## [SOURCE INFORMATION]

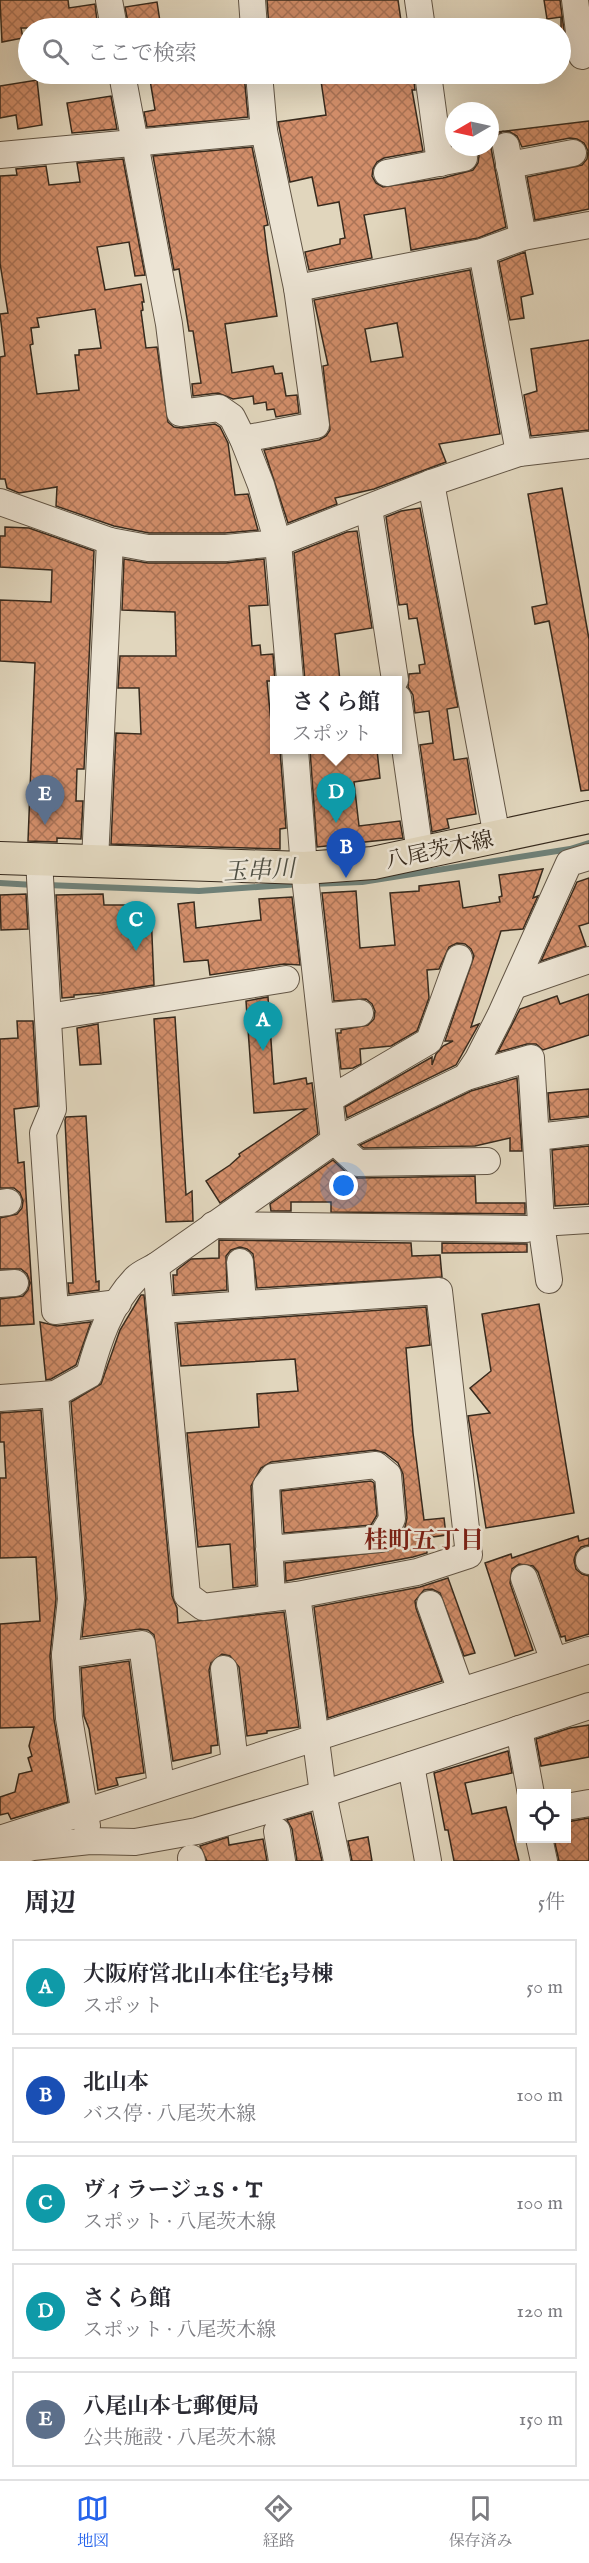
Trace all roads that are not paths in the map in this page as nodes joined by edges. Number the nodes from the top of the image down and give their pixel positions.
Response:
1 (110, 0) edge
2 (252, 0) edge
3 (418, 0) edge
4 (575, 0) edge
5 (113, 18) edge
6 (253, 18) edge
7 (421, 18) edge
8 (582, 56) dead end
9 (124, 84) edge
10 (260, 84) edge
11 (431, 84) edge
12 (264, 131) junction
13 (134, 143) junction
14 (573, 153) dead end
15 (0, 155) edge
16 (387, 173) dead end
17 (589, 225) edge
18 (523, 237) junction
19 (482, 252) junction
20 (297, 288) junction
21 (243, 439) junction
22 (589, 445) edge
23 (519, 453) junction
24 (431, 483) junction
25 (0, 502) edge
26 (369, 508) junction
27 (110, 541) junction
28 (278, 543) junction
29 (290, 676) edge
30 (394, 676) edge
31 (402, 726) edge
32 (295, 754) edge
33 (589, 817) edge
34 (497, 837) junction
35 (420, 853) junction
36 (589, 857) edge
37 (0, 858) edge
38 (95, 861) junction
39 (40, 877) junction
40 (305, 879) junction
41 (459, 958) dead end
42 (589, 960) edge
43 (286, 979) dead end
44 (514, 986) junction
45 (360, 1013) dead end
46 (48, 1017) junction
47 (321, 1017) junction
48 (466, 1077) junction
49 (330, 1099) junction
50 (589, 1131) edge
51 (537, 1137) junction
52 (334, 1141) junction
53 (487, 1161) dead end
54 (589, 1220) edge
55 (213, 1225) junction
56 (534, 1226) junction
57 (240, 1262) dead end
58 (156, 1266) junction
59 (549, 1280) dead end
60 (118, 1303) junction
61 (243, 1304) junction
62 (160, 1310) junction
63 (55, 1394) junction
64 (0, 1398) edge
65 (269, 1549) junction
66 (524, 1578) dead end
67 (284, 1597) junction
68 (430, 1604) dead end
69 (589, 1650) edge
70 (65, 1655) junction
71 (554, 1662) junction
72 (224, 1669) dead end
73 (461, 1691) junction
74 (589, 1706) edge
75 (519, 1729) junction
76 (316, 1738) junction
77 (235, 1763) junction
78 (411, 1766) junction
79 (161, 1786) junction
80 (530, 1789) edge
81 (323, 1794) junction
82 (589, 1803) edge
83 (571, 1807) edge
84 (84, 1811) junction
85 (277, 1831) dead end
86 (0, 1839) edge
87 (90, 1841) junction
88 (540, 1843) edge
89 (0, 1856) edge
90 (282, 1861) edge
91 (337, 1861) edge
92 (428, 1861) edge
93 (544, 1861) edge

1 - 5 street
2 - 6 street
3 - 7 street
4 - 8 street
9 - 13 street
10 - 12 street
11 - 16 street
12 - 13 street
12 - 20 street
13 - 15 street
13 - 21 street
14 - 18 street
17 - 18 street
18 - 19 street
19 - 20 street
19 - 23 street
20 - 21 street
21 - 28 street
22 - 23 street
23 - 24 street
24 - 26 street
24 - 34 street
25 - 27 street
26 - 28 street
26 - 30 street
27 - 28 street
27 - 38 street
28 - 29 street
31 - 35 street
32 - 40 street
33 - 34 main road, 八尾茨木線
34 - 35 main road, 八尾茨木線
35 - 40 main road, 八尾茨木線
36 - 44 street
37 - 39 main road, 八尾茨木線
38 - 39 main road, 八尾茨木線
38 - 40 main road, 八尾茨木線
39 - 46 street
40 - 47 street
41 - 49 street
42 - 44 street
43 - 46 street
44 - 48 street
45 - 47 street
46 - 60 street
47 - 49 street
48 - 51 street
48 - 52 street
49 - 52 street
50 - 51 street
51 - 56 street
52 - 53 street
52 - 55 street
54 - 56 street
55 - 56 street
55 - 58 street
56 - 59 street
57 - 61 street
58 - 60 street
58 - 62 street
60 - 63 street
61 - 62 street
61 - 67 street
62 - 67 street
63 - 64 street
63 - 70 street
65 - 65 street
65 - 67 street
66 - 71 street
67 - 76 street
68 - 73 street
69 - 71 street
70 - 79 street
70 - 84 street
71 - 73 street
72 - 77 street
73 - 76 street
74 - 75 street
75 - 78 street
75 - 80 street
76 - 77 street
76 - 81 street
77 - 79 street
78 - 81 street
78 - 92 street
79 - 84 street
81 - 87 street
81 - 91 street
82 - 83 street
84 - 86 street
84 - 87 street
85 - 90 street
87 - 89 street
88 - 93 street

## [YOUR INSTRUCTIONS]
Only the text of the records belongs in the answer, printed exactly and without pictures.

## [ANSWER TO THIS EXERCISE]
Trace all roads that are not paths in the map in this page as nodes joined by edges. Number the nodes from the top of the image down and give their pixel positions.
Response:
1 (110, 0) edge
2 (252, 0) edge
3 (418, 0) edge
4 (575, 0) edge
5 (113, 18) edge
6 (253, 18) edge
7 (421, 18) edge
8 (582, 56) dead end
9 (124, 84) edge
10 (260, 84) edge
11 (431, 84) edge
12 (264, 131) junction
13 (134, 143) junction
14 (573, 153) dead end
15 (0, 155) edge
16 (387, 173) dead end
17 (589, 225) edge
18 (523, 237) junction
19 (482, 252) junction
20 (297, 288) junction
21 (243, 439) junction
22 (589, 445) edge
23 (519, 453) junction
24 (431, 483) junction
25 (0, 502) edge
26 (369, 508) junction
27 (110, 541) junction
28 (278, 543) junction
29 (290, 676) edge
30 (394, 676) edge
31 (402, 726) edge
32 (295, 754) edge
33 (589, 817) edge
34 (497, 837) junction
35 (420, 853) junction
36 (589, 857) edge
37 (0, 858) edge
38 (95, 861) junction
39 (40, 877) junction
40 (305, 879) junction
41 (459, 958) dead end
42 (589, 960) edge
43 (286, 979) dead end
44 (514, 986) junction
45 (360, 1013) dead end
46 (48, 1017) junction
47 (321, 1017) junction
48 (466, 1077) junction
49 (330, 1099) junction
50 (589, 1131) edge
51 (537, 1137) junction
52 (334, 1141) junction
53 (487, 1161) dead end
54 (589, 1220) edge
55 (213, 1225) junction
56 (534, 1226) junction
57 (240, 1262) dead end
58 (156, 1266) junction
59 (549, 1280) dead end
60 (118, 1303) junction
61 (243, 1304) junction
62 (160, 1310) junction
63 (55, 1394) junction
64 (0, 1398) edge
65 (269, 1549) junction
66 (524, 1578) dead end
67 (284, 1597) junction
68 (430, 1604) dead end
69 (589, 1650) edge
70 (65, 1655) junction
71 (554, 1662) junction
72 (224, 1669) dead end
73 (461, 1691) junction
74 (589, 1706) edge
75 (519, 1729) junction
76 (316, 1738) junction
77 (235, 1763) junction
78 (411, 1766) junction
79 (161, 1786) junction
80 (530, 1789) edge
81 (323, 1794) junction
82 (589, 1803) edge
83 (571, 1807) edge
84 (84, 1811) junction
85 (277, 1831) dead end
86 (0, 1839) edge
87 (90, 1841) junction
88 (540, 1843) edge
89 (0, 1856) edge
90 (282, 1861) edge
91 (337, 1861) edge
92 (428, 1861) edge
93 (544, 1861) edge

1 - 5 street
2 - 6 street
3 - 7 street
4 - 8 street
9 - 13 street
10 - 12 street
11 - 16 street
12 - 13 street
12 - 20 street
13 - 15 street
13 - 21 street
14 - 18 street
17 - 18 street
18 - 19 street
19 - 20 street
19 - 23 street
20 - 21 street
21 - 28 street
22 - 23 street
23 - 24 street
24 - 26 street
24 - 34 street
25 - 27 street
26 - 28 street
26 - 30 street
27 - 28 street
27 - 38 street
28 - 29 street
31 - 35 street
32 - 40 street
33 - 34 main road, 八尾茨木線
34 - 35 main road, 八尾茨木線
35 - 40 main road, 八尾茨木線
36 - 44 street
37 - 39 main road, 八尾茨木線
38 - 39 main road, 八尾茨木線
38 - 40 main road, 八尾茨木線
39 - 46 street
40 - 47 street
41 - 49 street
42 - 44 street
43 - 46 street
44 - 48 street
45 - 47 street
46 - 60 street
47 - 49 street
48 - 51 street
48 - 52 street
49 - 52 street
50 - 51 street
51 - 56 street
52 - 53 street
52 - 55 street
54 - 56 street
55 - 56 street
55 - 58 street
56 - 59 street
57 - 61 street
58 - 60 street
58 - 62 street
60 - 63 street
61 - 62 street
61 - 67 street
62 - 67 street
63 - 64 street
63 - 70 street
65 - 65 street
65 - 67 street
66 - 71 street
67 - 76 street
68 - 73 street
69 - 71 street
70 - 79 street
70 - 84 street
71 - 73 street
72 - 77 street
73 - 76 street
74 - 75 street
75 - 78 street
75 - 80 street
76 - 77 street
76 - 81 street
77 - 79 street
78 - 81 street
78 - 92 street
79 - 84 street
81 - 87 street
81 - 91 street
82 - 83 street
84 - 86 street
84 - 87 street
85 - 90 street
87 - 89 street
88 - 93 street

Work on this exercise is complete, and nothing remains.